Creo que la globalización y el cambio tecnológico han causado muchos cambios, y muy rápidos, en la sociedad. Dichos cambios resultan inquietantes, de forma particular para gente con competencias menos adaptables de las que proporciona su educación.
El poder es adictivo, incluso para los menos ambiciosos. ¿Cuáles son los síntomas para detectar un crecimiento alarmante de la autoestima en nuestros líderes?
La hipersensibilidad ante las críticas, la preocupación excesiva respecto a su propia reputación, el mezclar sus intereses personales con los de la nación, la instrumentalización de los otros, la pérdida de conciencia acerca de sí mismos, desarrollar problemas de juicio y de percepción de riesgo… En general, la pérdida de empatía.
Uno de los grandes problemas a los que se enfrentan los líderes es el aislamiento. ¿Ayuda rodearse de críticos o eso no marca diferencia alguna?
Los líderes más maduros y sabios harían algo así. Pero es verdad que pocos son capaces de tolerar las contradicciones en las que algo así les haría caer.
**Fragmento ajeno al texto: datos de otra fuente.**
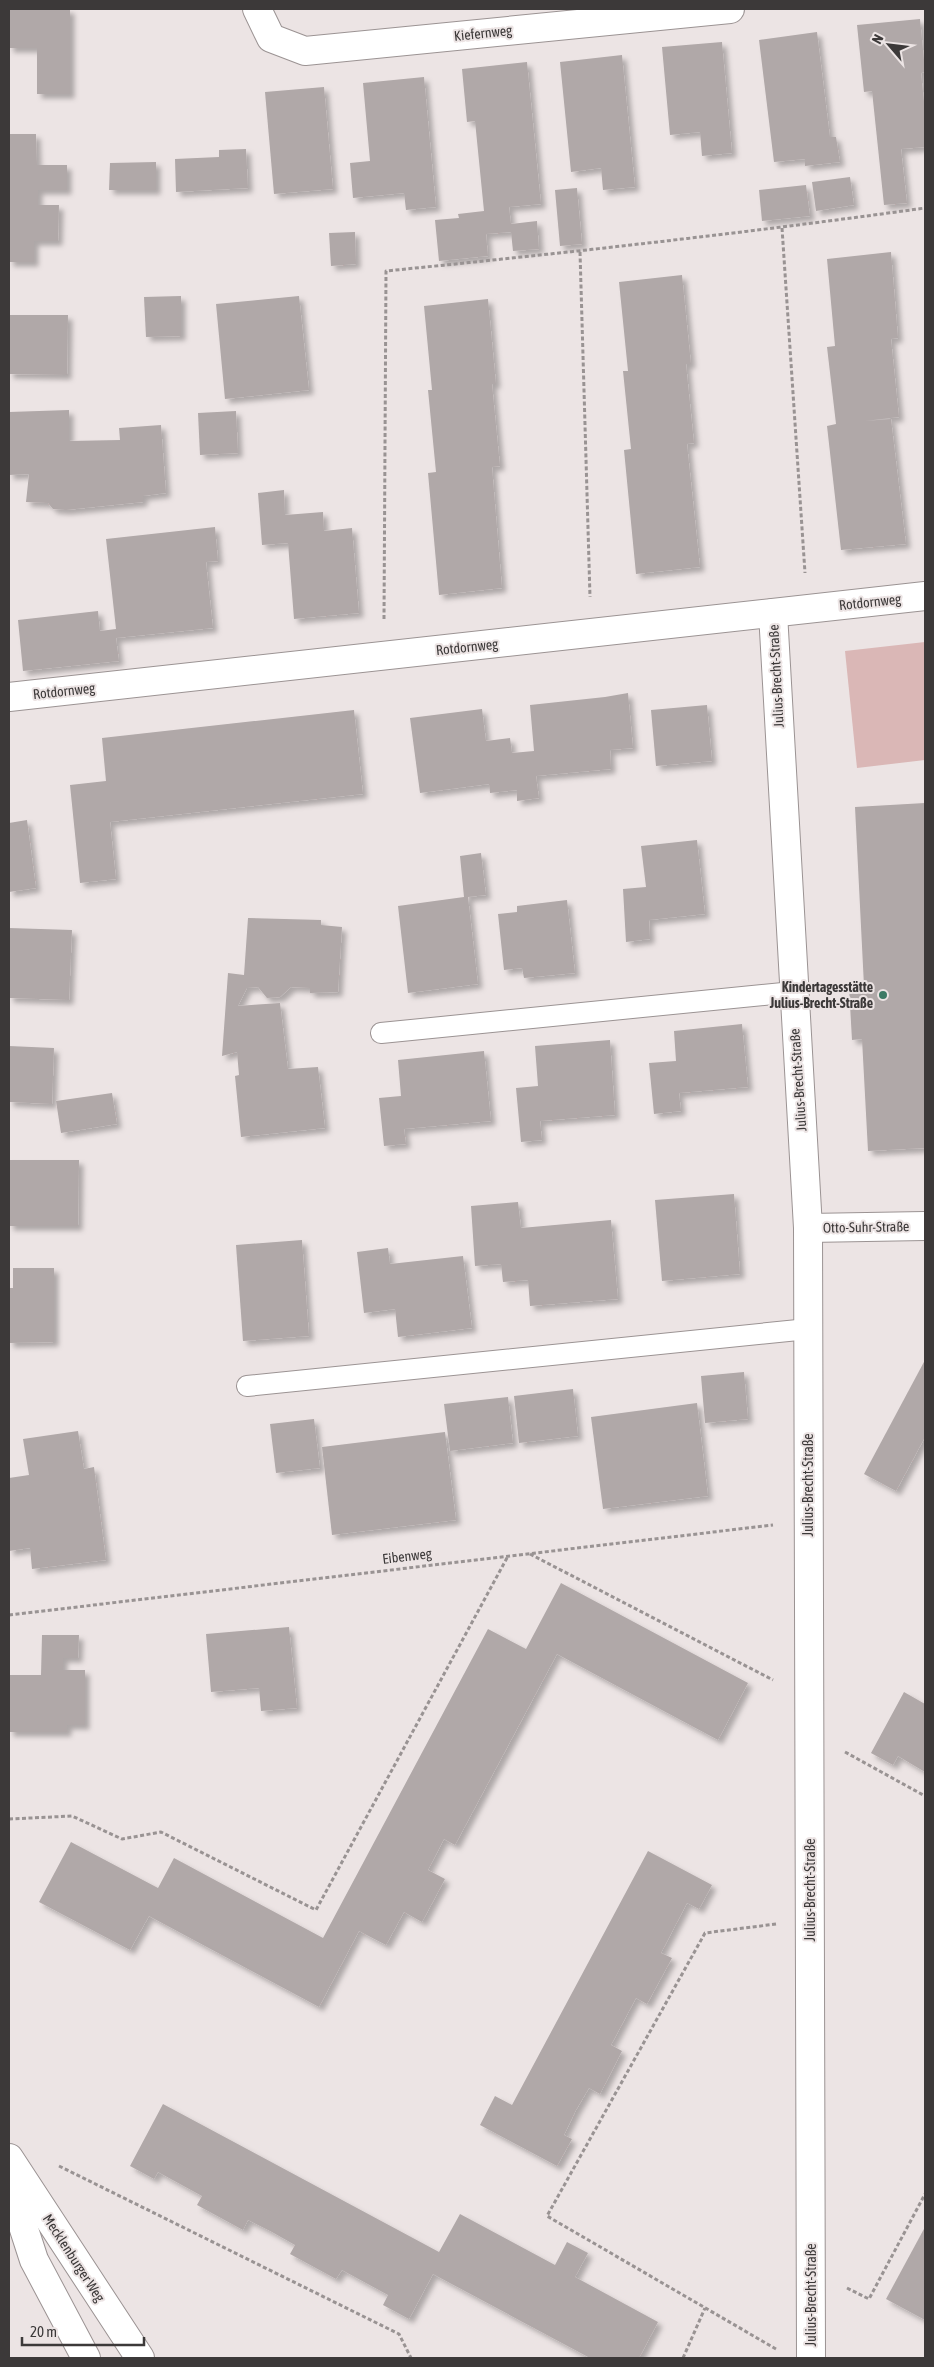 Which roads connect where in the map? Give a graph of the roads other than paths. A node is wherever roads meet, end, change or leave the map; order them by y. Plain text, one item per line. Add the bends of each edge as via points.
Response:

Ahora que los bloques tradicionales caen y surgen más alternativas, ¿por qué algunos líderes perciben la política de pactos como debilidad y no como necesidad?
Porque han surgido líderes populistas que entienden que pueden obtener poder al burlarse de la tolerancia liberal, inducir el miedo a los otros y, por lo tanto, obtener mayores apoyos basándose en el miedo.